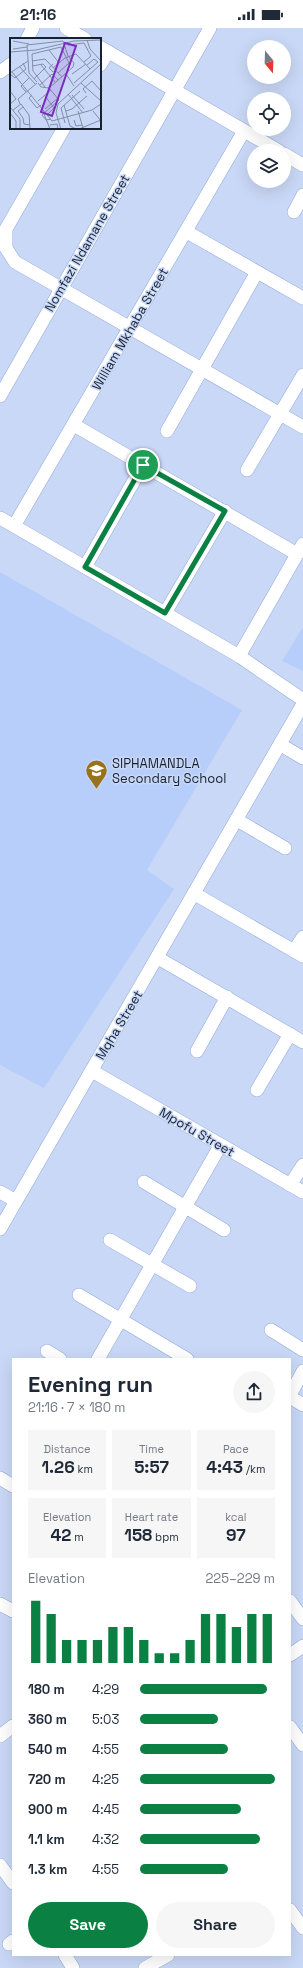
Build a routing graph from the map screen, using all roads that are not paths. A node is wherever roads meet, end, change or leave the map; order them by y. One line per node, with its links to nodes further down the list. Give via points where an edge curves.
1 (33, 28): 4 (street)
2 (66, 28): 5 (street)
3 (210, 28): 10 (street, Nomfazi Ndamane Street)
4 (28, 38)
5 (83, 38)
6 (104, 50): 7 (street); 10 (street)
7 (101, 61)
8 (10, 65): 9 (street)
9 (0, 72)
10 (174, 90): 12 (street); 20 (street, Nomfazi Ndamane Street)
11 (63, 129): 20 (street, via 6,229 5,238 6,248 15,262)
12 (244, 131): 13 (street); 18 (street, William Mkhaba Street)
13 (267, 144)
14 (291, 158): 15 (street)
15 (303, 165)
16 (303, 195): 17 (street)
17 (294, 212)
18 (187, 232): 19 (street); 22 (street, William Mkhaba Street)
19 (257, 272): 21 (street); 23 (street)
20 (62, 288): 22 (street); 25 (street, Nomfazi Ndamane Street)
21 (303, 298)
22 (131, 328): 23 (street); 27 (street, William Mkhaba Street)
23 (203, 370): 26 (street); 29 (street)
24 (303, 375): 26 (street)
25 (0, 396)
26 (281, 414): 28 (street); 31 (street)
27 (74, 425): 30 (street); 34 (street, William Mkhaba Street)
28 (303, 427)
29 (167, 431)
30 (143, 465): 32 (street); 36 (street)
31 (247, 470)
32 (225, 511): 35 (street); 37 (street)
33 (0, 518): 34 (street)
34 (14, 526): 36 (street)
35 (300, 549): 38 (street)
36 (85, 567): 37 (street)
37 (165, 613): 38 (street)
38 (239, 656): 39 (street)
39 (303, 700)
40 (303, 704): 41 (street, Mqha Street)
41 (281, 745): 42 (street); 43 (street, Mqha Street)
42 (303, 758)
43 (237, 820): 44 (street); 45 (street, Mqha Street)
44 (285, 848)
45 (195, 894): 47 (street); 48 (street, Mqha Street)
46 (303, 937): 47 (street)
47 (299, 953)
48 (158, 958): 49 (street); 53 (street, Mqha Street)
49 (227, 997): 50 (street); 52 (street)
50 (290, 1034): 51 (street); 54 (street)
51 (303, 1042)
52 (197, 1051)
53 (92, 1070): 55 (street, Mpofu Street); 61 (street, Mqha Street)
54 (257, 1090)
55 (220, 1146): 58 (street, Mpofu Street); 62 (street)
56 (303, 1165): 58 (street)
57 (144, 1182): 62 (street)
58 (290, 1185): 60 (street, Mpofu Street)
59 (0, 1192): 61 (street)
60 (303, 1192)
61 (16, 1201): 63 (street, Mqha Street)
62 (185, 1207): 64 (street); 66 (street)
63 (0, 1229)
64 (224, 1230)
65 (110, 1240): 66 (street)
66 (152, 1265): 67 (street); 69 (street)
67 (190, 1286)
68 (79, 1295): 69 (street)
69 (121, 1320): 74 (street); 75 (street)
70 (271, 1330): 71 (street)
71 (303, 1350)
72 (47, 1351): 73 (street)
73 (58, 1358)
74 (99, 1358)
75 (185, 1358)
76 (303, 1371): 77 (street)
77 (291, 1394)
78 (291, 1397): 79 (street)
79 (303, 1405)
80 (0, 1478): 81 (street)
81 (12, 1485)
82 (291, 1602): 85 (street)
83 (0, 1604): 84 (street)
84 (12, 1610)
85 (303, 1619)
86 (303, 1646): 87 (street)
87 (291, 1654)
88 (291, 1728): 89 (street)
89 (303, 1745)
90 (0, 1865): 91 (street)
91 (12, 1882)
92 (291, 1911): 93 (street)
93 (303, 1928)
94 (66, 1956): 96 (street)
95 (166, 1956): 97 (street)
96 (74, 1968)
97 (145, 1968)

⁂

• TASK DETAILS: Would you filter the records and copy out each line containing "Mkhaba"?

• TASK SOLUTION:
12 (244, 131): 13 (street); 18 (street, William Mkhaba Street)
18 (187, 232): 19 (street); 22 (street, William Mkhaba Street)
22 (131, 328): 23 (street); 27 (street, William Mkhaba Street)
27 (74, 425): 30 (street); 34 (street, William Mkhaba Street)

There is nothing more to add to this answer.